Instructions for the task:
Reproduce word for word, from the entries below, the line with "thumb mcp: (813, 1021)", the line with "middle mcp: (1256, 926)", and every line between them, and nothing more.

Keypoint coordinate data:
= = = = = = =
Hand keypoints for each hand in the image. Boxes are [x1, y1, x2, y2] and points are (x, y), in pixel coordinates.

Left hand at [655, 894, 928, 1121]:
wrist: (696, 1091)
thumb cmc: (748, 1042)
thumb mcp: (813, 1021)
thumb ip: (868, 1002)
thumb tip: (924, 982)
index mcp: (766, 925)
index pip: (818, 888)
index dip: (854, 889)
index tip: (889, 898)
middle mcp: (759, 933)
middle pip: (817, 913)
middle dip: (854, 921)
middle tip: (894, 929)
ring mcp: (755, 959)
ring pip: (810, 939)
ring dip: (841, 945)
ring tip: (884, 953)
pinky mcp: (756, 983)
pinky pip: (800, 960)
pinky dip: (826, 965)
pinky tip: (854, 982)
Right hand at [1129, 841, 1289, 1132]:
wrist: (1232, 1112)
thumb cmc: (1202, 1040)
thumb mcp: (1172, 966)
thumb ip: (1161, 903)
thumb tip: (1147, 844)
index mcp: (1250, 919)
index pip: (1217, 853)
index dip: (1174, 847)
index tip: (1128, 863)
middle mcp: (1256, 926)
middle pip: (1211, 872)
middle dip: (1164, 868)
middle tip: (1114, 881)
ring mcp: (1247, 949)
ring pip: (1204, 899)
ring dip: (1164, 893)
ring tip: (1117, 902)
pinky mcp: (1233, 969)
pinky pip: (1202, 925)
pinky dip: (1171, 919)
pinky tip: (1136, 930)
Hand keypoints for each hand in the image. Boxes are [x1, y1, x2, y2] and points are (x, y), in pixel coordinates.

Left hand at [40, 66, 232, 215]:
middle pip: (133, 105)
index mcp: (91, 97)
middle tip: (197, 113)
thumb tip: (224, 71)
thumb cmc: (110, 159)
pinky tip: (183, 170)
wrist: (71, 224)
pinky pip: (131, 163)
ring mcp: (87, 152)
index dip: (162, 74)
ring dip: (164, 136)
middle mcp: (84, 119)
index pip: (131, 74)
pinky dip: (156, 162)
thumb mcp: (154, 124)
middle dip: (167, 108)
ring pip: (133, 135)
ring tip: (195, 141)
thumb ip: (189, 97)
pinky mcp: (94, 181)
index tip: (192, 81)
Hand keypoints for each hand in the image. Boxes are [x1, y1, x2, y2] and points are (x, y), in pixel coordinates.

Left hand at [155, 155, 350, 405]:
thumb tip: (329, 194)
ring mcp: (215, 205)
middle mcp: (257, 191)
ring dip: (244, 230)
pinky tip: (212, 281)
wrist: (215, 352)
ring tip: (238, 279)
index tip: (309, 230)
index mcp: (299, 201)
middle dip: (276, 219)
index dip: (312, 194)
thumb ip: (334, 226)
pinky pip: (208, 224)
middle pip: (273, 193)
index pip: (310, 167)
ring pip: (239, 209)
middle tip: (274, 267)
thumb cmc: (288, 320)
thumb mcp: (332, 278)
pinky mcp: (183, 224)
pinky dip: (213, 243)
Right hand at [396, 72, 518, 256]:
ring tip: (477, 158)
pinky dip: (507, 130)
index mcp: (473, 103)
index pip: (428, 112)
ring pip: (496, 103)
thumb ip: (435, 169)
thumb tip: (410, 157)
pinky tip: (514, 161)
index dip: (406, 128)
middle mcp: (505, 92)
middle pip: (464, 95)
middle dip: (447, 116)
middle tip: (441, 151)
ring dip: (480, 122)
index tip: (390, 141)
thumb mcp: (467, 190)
= = = = = = =
Solution to this problem:
thumb mcp: (813, 1021)
thumb ip: (868, 1002)
thumb tip: (924, 982)
index mcp: (766, 925)
index pip: (818, 888)
index dip: (854, 889)
index tip: (889, 898)
middle mcp: (759, 933)
middle pip: (817, 913)
middle dip: (854, 921)
middle tip: (894, 929)
ring mcp: (755, 959)
ring pip: (810, 939)
ring dip: (841, 945)
ring tip: (884, 953)
pinky mcp: (756, 983)
pinky pip: (800, 960)
pinky dip: (826, 965)
pinky tip: (854, 982)
Right hand at [1129, 841, 1289, 1132]:
wrist: (1232, 1112)
thumb cmc: (1202, 1040)
thumb mcp: (1172, 966)
thumb ip: (1161, 903)
thumb tip: (1147, 844)
index mcp: (1250, 919)
index pip: (1217, 853)
index dip: (1174, 847)
index tip: (1128, 863)
middle mcp: (1256, 926)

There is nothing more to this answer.